Try it:
In the records that follow, find each line containing "thumb" and copy it.

(Pose estimation data)
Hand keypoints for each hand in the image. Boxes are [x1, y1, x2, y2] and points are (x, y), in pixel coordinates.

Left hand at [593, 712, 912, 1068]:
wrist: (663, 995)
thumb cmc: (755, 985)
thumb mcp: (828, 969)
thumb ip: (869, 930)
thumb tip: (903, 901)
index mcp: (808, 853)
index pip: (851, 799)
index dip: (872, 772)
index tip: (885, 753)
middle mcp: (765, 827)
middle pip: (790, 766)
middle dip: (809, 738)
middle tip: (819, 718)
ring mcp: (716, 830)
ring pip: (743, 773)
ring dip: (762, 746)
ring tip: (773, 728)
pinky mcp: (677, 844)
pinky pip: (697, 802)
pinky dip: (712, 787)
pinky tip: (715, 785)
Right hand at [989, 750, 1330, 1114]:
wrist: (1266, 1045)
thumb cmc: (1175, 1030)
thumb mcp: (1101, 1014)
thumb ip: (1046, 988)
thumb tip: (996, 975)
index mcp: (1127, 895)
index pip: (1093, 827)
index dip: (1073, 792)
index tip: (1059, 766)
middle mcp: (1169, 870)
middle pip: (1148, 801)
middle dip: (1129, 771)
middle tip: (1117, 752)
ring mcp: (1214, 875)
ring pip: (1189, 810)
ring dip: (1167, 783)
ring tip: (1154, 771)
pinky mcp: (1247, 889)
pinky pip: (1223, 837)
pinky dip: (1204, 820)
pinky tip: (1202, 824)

Response for this exercise:
thumb cmc: (755, 985)
thumb mcp: (828, 969)
thumb ip: (869, 930)
thumb tip: (903, 901)
thumb cmc: (1175, 1030)
thumb mcp: (1101, 1014)
thumb ip: (1046, 988)
thumb tip: (996, 975)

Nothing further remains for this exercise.